RF currents needing to travel a lengthy path through the earth to
reach such a vertical buried wire would encounter high losses.

The function of buried radials is to provide a low loss return path
for the r-f conduction currents induced in the earth near a monopole,
which result from displacement currents generated by radiation from
the monopole. Almost all of these currents lie within a radius of 1/2
of a free-space wavelength (regardless of the monopole height).

So the most efficient collection of these ground currents means the
radials should extend about 1/2 of a free-space wavelength from the
base of the monopole -- so that the currents won't have to travel very
far through the lossy earth before they are "captured" by a radial
wire.

The electrical length of buried radials with respect to the reduced
v.p. in their environment has no real bearing on how effective the
radials are at reducing the r-f loss in the ground system.

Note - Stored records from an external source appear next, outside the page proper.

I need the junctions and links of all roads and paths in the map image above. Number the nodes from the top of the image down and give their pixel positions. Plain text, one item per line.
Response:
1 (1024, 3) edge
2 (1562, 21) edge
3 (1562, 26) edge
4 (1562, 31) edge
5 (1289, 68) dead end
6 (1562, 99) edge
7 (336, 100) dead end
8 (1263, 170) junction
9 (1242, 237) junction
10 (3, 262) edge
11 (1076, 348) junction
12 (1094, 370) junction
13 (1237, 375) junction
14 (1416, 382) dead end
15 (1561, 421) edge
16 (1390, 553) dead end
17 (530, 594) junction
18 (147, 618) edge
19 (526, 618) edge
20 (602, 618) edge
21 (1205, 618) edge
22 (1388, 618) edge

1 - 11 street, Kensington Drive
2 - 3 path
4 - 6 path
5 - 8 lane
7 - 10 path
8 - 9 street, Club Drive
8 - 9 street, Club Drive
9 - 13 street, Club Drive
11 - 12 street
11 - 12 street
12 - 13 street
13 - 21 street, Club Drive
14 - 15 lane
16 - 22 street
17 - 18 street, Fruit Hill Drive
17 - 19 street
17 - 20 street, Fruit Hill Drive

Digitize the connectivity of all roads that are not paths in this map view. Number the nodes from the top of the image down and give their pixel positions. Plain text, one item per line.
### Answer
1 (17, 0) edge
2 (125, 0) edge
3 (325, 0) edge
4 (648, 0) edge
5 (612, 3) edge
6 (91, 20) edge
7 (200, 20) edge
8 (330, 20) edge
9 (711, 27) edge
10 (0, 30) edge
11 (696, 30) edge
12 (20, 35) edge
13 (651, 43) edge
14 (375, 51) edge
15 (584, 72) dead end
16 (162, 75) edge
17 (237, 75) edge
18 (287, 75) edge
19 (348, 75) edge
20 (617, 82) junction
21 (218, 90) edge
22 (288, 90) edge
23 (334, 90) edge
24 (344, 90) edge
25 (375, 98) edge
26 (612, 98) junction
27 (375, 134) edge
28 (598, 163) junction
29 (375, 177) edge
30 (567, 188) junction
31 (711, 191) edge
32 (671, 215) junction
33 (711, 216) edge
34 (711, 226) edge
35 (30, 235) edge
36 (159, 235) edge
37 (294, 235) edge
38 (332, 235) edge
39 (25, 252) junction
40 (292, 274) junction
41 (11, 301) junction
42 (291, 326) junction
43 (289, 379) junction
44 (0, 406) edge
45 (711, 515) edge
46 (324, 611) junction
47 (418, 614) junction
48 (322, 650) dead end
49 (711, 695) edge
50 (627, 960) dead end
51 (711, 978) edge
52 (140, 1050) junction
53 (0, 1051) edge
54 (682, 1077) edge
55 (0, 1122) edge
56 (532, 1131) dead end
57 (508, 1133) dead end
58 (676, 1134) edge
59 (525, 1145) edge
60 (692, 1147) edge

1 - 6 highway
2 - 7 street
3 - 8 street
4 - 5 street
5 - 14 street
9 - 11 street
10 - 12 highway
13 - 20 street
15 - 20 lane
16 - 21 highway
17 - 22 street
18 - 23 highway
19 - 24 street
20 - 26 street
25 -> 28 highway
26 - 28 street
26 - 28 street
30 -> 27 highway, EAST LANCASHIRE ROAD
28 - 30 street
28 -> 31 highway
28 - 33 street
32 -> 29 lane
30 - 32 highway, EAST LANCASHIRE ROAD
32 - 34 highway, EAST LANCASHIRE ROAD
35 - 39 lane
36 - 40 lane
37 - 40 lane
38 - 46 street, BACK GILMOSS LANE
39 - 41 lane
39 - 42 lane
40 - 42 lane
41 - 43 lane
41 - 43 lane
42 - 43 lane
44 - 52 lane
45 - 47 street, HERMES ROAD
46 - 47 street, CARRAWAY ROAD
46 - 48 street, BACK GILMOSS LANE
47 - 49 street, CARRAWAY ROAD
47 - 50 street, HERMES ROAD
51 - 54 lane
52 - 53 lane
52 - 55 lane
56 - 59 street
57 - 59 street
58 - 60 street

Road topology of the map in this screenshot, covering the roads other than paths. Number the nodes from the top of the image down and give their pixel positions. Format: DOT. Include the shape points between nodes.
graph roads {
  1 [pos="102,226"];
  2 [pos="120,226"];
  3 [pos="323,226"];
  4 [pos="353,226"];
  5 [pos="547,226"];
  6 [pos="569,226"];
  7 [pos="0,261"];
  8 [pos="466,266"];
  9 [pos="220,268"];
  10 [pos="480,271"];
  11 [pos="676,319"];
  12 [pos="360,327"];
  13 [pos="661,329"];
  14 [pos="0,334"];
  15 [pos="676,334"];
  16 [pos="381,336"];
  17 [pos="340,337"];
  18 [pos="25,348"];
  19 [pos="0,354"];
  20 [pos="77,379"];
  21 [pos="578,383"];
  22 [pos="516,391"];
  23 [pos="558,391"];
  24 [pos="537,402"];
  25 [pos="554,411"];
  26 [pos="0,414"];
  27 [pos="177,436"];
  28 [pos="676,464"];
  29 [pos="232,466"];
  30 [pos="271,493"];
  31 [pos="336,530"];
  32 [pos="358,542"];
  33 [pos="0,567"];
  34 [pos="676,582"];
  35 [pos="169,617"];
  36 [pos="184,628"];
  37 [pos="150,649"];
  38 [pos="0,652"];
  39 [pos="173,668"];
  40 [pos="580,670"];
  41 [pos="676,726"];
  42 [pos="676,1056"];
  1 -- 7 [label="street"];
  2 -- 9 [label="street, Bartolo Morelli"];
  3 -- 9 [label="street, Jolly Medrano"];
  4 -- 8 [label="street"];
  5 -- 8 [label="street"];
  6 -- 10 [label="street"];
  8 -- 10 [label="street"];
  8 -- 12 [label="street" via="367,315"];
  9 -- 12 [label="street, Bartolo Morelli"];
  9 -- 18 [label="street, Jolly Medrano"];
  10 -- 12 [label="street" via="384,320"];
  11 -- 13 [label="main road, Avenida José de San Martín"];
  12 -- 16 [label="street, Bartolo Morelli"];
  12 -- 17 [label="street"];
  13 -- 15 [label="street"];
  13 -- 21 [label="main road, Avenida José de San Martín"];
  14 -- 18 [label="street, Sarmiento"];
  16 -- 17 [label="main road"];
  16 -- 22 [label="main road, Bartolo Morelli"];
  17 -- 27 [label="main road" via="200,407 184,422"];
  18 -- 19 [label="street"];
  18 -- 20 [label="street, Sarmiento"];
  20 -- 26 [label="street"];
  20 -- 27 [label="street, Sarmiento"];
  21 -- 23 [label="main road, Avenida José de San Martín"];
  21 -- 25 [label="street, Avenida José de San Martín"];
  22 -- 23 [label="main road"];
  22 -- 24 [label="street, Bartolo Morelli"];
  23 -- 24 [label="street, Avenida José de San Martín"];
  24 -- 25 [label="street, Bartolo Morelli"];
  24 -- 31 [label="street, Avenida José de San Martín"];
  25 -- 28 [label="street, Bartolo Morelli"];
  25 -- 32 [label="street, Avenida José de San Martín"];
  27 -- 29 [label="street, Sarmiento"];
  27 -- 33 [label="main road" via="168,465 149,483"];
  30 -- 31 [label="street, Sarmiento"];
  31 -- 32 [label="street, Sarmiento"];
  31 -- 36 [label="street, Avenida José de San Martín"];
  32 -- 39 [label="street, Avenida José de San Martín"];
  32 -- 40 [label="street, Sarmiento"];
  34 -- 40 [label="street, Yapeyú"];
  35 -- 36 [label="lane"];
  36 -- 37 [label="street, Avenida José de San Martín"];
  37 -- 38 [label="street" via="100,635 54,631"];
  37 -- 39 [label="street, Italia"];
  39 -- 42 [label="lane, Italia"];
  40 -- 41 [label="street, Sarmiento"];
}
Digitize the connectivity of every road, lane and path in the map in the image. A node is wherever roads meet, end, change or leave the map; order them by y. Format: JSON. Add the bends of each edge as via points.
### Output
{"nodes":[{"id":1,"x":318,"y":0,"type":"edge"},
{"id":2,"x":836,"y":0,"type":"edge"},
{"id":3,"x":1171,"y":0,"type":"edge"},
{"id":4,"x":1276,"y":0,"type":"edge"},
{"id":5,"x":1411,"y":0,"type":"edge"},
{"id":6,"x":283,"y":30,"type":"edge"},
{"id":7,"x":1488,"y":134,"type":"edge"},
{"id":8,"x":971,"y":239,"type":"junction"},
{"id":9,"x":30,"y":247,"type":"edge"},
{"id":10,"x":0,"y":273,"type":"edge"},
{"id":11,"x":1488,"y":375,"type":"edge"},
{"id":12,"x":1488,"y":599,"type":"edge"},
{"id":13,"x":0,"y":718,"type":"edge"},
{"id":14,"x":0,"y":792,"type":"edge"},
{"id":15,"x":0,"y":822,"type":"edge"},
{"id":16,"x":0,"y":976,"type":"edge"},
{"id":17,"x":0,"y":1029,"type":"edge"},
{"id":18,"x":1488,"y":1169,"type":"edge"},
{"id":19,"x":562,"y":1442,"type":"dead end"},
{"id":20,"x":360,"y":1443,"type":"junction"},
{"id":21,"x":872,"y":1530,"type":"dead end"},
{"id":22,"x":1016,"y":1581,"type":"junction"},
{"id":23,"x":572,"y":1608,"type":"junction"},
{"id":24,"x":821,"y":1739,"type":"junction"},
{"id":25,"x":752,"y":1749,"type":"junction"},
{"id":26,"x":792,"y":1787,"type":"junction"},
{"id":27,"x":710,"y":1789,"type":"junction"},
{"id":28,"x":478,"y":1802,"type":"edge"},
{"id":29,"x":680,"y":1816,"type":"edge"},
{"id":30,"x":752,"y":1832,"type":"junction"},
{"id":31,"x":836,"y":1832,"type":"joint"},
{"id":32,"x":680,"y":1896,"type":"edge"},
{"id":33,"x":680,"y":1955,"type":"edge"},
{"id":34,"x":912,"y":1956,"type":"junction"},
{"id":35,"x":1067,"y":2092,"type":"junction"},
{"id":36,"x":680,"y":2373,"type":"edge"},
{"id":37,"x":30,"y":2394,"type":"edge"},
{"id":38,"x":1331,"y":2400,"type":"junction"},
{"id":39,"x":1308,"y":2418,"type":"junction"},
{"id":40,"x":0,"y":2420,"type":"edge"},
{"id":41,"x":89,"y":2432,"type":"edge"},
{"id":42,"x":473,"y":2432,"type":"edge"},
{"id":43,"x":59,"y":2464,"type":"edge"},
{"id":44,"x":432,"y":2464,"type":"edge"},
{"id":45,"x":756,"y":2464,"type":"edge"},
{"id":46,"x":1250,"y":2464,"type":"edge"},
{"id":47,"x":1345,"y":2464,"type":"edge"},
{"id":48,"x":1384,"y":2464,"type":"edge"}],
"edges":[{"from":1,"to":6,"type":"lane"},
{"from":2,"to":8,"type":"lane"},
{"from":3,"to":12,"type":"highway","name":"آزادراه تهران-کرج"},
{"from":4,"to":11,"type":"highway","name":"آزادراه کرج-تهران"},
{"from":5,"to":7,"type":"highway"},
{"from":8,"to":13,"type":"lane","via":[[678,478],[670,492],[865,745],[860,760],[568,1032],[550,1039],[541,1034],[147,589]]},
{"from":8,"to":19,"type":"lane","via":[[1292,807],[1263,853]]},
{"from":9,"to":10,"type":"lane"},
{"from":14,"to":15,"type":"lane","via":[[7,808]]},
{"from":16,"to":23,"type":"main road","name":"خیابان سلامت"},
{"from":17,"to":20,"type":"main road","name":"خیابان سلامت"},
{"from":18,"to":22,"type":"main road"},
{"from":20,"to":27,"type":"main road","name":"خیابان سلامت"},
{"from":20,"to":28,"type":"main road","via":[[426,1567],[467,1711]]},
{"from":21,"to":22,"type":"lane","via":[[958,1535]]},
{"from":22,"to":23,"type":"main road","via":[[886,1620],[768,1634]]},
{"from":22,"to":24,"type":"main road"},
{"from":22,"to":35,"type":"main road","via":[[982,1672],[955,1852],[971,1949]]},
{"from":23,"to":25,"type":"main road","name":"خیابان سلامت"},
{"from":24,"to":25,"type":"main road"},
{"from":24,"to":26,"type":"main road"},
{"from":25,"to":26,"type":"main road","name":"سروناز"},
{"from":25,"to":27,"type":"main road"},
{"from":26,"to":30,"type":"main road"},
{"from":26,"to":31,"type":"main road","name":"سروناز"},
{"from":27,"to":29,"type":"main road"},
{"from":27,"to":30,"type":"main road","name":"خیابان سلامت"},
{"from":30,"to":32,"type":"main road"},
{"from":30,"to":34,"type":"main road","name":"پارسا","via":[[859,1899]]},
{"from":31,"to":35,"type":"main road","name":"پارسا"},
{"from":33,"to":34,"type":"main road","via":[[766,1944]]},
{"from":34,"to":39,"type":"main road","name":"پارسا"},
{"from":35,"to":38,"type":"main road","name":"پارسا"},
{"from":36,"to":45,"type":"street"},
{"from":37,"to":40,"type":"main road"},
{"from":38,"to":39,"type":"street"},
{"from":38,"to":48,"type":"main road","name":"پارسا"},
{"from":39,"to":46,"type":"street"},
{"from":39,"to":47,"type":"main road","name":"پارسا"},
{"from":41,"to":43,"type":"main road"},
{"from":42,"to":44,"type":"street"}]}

The r-f loss present in the radial ground system doesn't affect the
shape of the relative field pattern generated by the monopole, or the
propagation of the fields launched by the monopole. But as that
ground system loss is in series with antenna current, it will affect
the radiation efficiency of the antenna system.

A benchmark, real-world study of this subject was made by Brown, Lewis
& Epstein of RCA Labs in 1937. It showed showed that 113 evenly-
spaced, buried radials each 0.412 free-space wavelengths long and used
with monopoles from ~70 to 90 degrees in height produced measured
surface-wave fields at 3/10 of a mile that were within 2% of those
generated by a perfect monopole with a zero-loss r-f ground, over a
zero-loss ground plane.

This corresponds to an antenna system efficiency of about 96%, or 960
watts radiated for 1,000 watts applied to the feedpoint. For a
monopole with a radiation resistance of 36 ohms this 96% efficiency
means that the r-f resistance in the ground system is about 1.5 ohms.
There wouldn't be much practical benefit gained by using more/longer
radials.

The BL&E tests were conducted in the sandy soil of New Jersey, where
earth conductivity is rather poor.

RF